いわゆる終活ブームの中で、生前墓を建てる人もかなりいるようです。このコラム記事でも以前に生前墓を取り上げたことがあります。
しかし、生前墓にもいろいろ問題があるようで、最悪の場合、建てた本人が入れないケースもあるといいます。そうなるとなんのために高額の費用をかけて建てたのかわからないことになりますね。
そうならないように、今回は生前墓に関するトラブルと予防法について調べてみました。
目次
おさらい、生前墓のメリット・デメリット
まずは、生前墓のメリットとデメリットを整理しておきましょう。
メリットとしては、自分の好きなお墓が建てられることや、死んだ後の心配が少なくなること、子どもなどの親族の負担を軽減できることなどです。
一方、デメリットとして、親族のためも考えて建てたのに、逆にトラブルを招くことがあります。最たるものは、生前墓の存在を親族が知らず、亡くなってから別のお墓を建ててしまうことです。
また、一部の霊園などでは、遺骨がないとお墓は建てられないなどといって、生前墓の建立を拒否することがあります。さらに、お墓を建てたとたんに管理費がかかる場合もあります。だれも入っていないお墓に維持費がかかるのは、ちょっと疑問だったりしますね。
生前に建てた自分のお墓に入れない?
さて、生前墓をめぐる最悪のトラブルの元は、その存在を誰も知らないというケースです。
特に身寄りのない人が亡くなった場合には、こうなる可能性があります。そうした人だと親族が新しいお墓を建ててくれることも期待できませんから、結果として、遺骨は行き場がなくなり、お墓に入れなくなることもあり得ます。
なぜ、生前墓の存在をまわりのだれも知らないのか。それにはいろいろな原因が考えられます。
墓業者の倒産が原因になることも
生前にお墓を建てると、これでいつ死んでも大丈夫と安心し、生前墓を建てたことをだれにも知らせないケースがあるそうです。ただ、それでも、かならず知っている人がいます。それはお墓を建てた業者です。
業者は知っているから大丈夫という意識もあるようですが、その業者が倒産してしまうこともあります。特に終活ブームでこの業界も競争が激化し、経営破綻する会社も出ています。その意味でも、お墓を建てる際には信頼できる業者を選ぶことが大切です。
自分の問題でまわりが知らない場合もある
業者が問題なく存続していても、亡くなったという情報がその会社に届かないこともあり得ます。

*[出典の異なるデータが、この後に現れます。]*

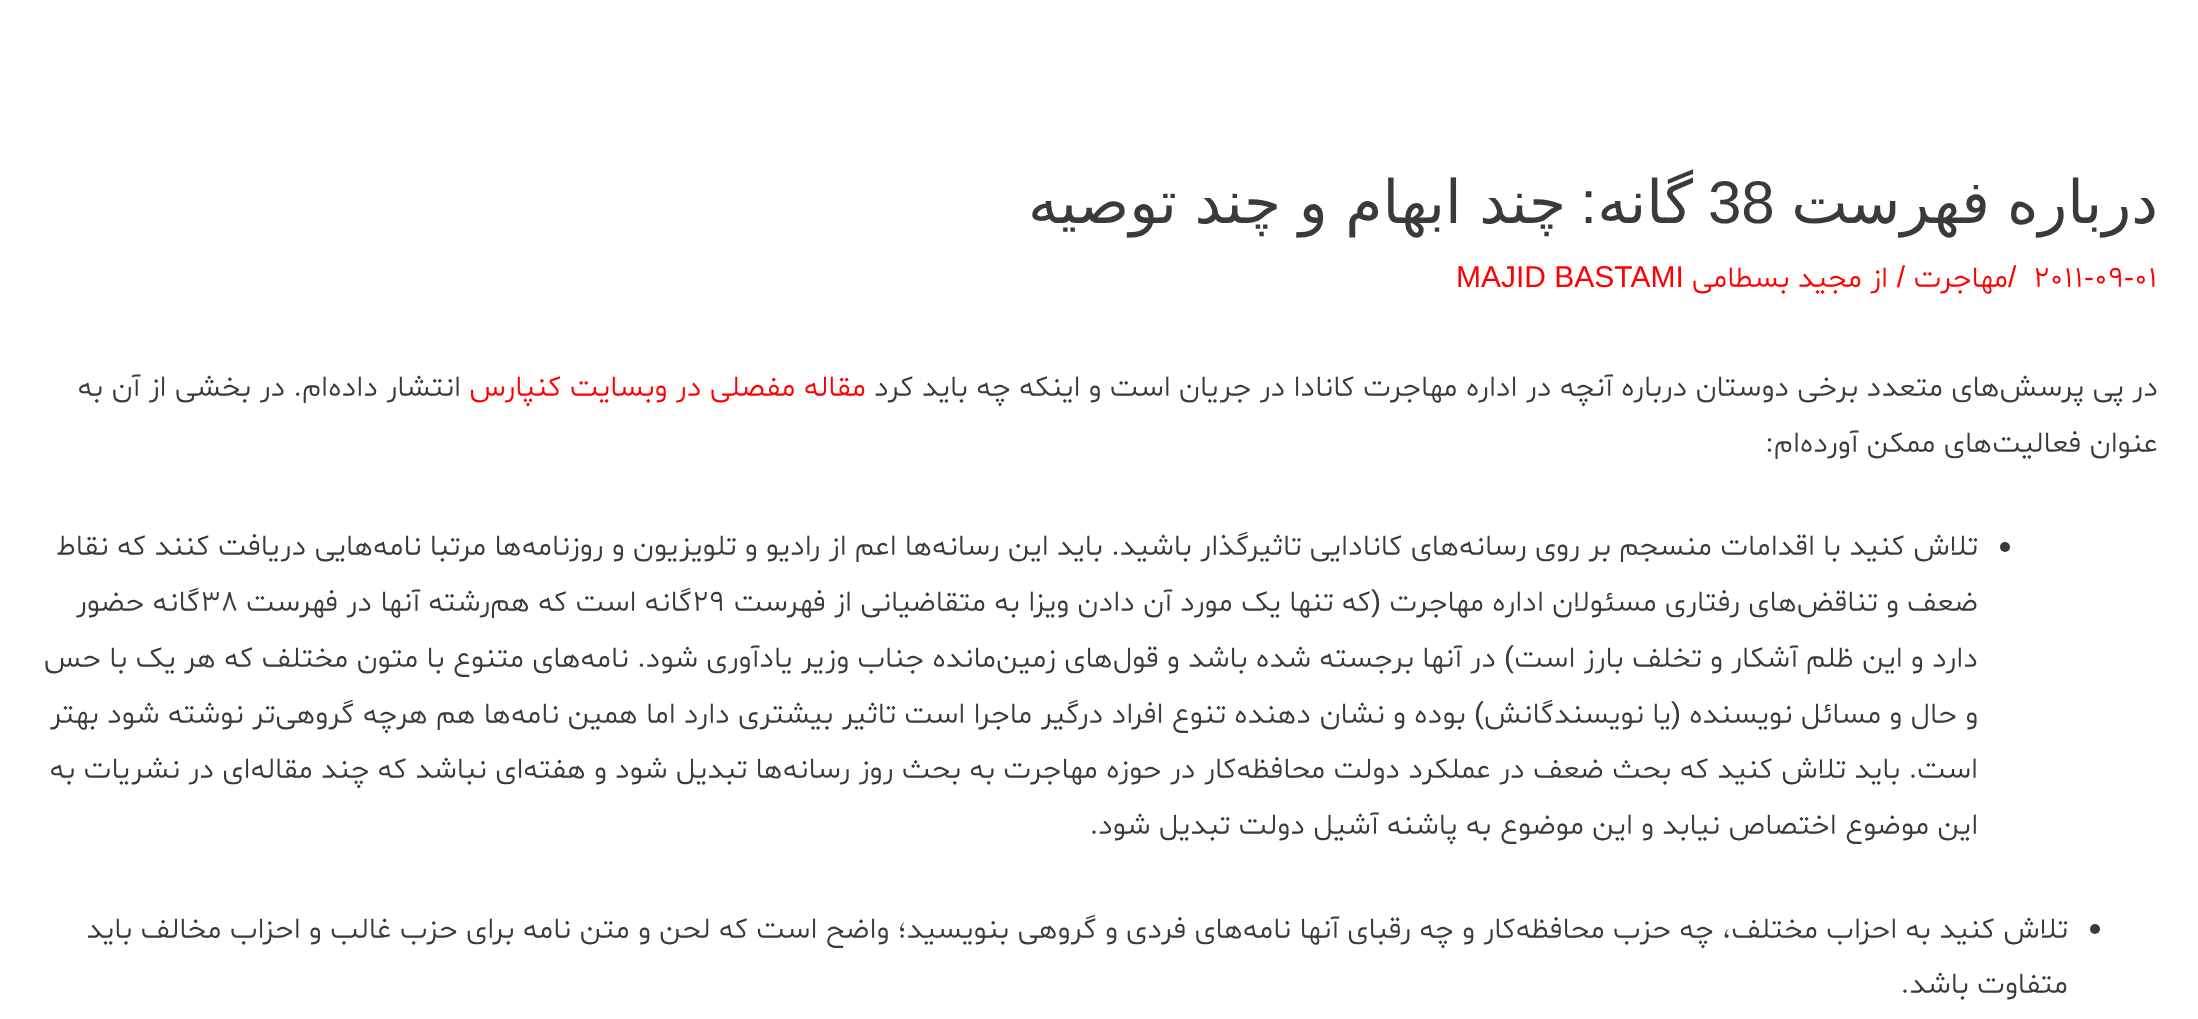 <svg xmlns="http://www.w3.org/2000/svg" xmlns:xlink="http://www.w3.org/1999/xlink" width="2198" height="1019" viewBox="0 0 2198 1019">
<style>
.cls-1{font:60px DejaVu Sans;direction:rtl;fill:#3a3a3a}
.cls-2{font:60px Liberation Sans;fill:#3a3a3a}
.cls-3{font:60px Liberation Sans;direction:rtl;fill:#3a3a3a}
.cls-4{font:300 30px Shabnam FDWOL;fill:#ff0000}
.cls-5{font:30px Liberation Sans;fill:#ff0000}
.cls-6{font:300 30px Shabnam FDWOL;direction:rtl;fill:#ff0000}
.cls-7{font:30px Liberation Sans;direction:rtl;fill:#ff0000}
.cls-8{font:300 30px Shabnam FDWOL;direction:rtl;fill:#3a3a3a}
.cls-9{font:30px Liberation Sans;direction:rtl;fill:#3a3a3a}
.cls-10{font:300 30px Shabnam FDWOL;fill:#3a3a3a}
</style>
<rect width="100%" height="100%" fill="#ffffff"/>
<circle fill="#3a3a3a" cx="2005" cy="547" r="5"/>
<circle fill="#3a3a3a" cx="2095" cy="929" r="5"/>
<text class="cls-1" x="2158" y="223" word-spacing="-2">درباره فهرست</text>
<text class="cls-2" x="1708" y="223">38</text>
<text class="cls-1" x="1693" y="223">گانه</text>
<text class="cls-3" x="1597" y="223">:</text>
<text class="cls-1" x="1566" y="223" word-spacing="-1.5">چند ابهام و چند توصیه</text>
<text class="cls-4" x="2134" y="287">01</text>
<text class="cls-5" x="2124" y="287">-</text>
<text class="cls-4" x="2094" y="287">09</text>
<text class="cls-5" x="2084" y="287">-</text>
<text class="cls-4" x="2033" y="287">2011</text>
<text class="cls-5" x="2008" y="287">/</text>
<text class="cls-6" x="2008" y="287">مهاجرت</text>
<text class="cls-7" x="1905" y="287">/</text>
<text class="cls-6" x="1888" y="287">از</text>
<text class="cls-6" x="1862" y="287">مجید بسطامی</text>
<text class="cls-5" x="1456" y="287">MAJID BASTAMI</text>
<text class="cls-8" x="2158" y="396">در پی پرسش‌های متعدد برخی دوستان درباره آنچه در اداره مهاجرت کانادا در جریان است و اینکه چه باید کرد</text>
<text class="cls-6" x="866" y="396">مقاله مفصلی در وبسایت کنپارس</text>
<text class="cls-8" x="461" y="396">انتشار داده‌ام. در بخشی از آن به</text>
<text class="cls-8" x="2158" y="452">عنوان فعالیت‌های ممکن آورده‌ام:</text>
<text class="cls-8"><tspan x="1978" y="555">تلاش کنید با اقدامات منسجم بر روی رسانه‌‌های کانادایی تاثیرگذار باشید. باید این رسانه‌ها اعم از رادیو و تلویزیون و روزنامه‌ها مرتبا نامه‌هایی دریافت کنند که نقاط</tspan><tspan x="1978" y="611">ضعف و تناقض‌های رفتاری مسئولان اداره مهاجرت</tspan></text>
<text class="cls-9" x="1381" y="611">(</text>
<text class="cls-8" x="1371" y="611">که تنها یک مورد آن دادن ویزا به متقاضیانی از فهرست</text>
<text class="cls-10" x="692" y="611">۲۹</text>
<text class="cls-8" x="692" y="611">گانه است که هم‌رشته آنها در فهرست</text>
<text class="cls-10" x="200" y="611">۳۸</text>
<text class="cls-8" x="200" y="611">گانه حضور</text>
<text class="cls-8" x="1978" y="667">دارد و این ظلم آشکار و تخلف بارز است</text>
<text class="cls-9" x="1514" y="667">)</text>
<text class="cls-8" x="1496" y="667">در آنها برجسته شده باشد و قول‌های زمین‌مانده جناب وزیر یادآوری شود. نامه‌های متنوع با متون مختلف که هر یک با حس</text>
<text class="cls-8" x="1978" y="723">و حال و مسائل نویسنده</text>
<text class="cls-9" x="1681" y="723">(</text>
<text class="cls-8" x="1671" y="723">یا نویسندگانش</text>
<text class="cls-9" x="1484" y="723">)</text>
<text class="cls-8" x="1466" y="723">بوده و نشان دهنده تنوع افراد درگیر ماجرا است تاثیر بیشتری دارد اما همین نامه‌ها هم هرچه گروهی‌تر نوشته شود بهتر</text>
<text class="cls-8"><tspan x="1978" y="778">است. باید تلاش کنید که بحث ضعف در عملکرد دولت محافظه‌کار در حوزه مهاجرت به بحث روز رسانه‌ها تبدیل شود و هفته‌ای نباشد که چند مقاله‌ای در نشریات به</tspan><tspan x="1978" y="834">این موضوع اختصاص نیابد و این موضوع به پاشنه آشیل دولت تبدیل شود.</tspan></text>
<text class="cls-8"><tspan x="2068" y="938">تلاش کنید به احزاب مختلف، چه حزب محافظه‌کار و چه رقبای آنها نامه‌های فردی و گروهی بنویسید؛ واضح است که لحن و متن نامه برای حزب غالب و احزاب مخالف باید</tspan><tspan x="2068" y="993">متفاوت باشد.</tspan></text>
</svg>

その要因のひとつとして、本人が認知症などでコミュニケーションがうまくいかない状態だったことも考えられます。
こうなるともうお手上げになりかねません。せっかく建てたお墓はだれも入ることなく放置され、一方で行き先を失った遺骨は自治体の手で無縁墓地に葬られます。自治体は特定の宗教と関わりを持ってはいけないため、どんな形であれ供養はいっさい行いません。悲しい結末になるのです。
問題解決のために自治体が乗り出すケースも
お墓があるのかないのかわからない、ありそうだけれどどこにあるかわからない。そうした遺骨はいったん自治体が預かり、お墓を探します。しかし、見つからないケースも多々あり、大きな労力がムダになります。
また、自治体の安置所は行き場のわからない遺骨であふれているという話も聞きます。こうした遺骨は、自治体の大きな負担になりかねません。
そこで、改善に乗り出した自治体もあります。
業者との橋渡し役を果たす
ある自治体の対策で、本人と墓業者や葬儀屋さんなどとの間に立つサービスが例としてあげられます。まず、自治体が生前墓を建てたいという人の希望などを聞き取り、業者との契約まで確認します。
その後、本人が亡くなると死亡届が出されるので、自治体には情報が入ります。そこで、業者が存続していようがいまいが、納骨まで見届けるというものです。
このサービスのミソは、生前墓の存在を行政が知っているという点です。お墓を建てた後に本人が認知症になっても孤独死しても、行政が知っていれば遺骨が行き場を失うようなことはありません。
まとめ
せっかく生前墓を建てたのに、だれも知らないために死後入れないというトラブルを避けるには、いうまでもなく生きている間にまわりの人とコミュニケーションを取っておくことです。
少子高齢化や未婚率の高まりで難しいケースもあるかも知れません。しかし、お墓も建てたからあとは放っておいても安心などと油断せず、死んだ後の縁も考えて準備しておきたいものです。これも終活の一環ではないでしょうか。
それができない場合には、自治体に相談しておくことがよさそうですね。とにかく、生前墓の存在を自治体が知ってさえいれば、身寄りがなくてもなんとかしてくれそうです。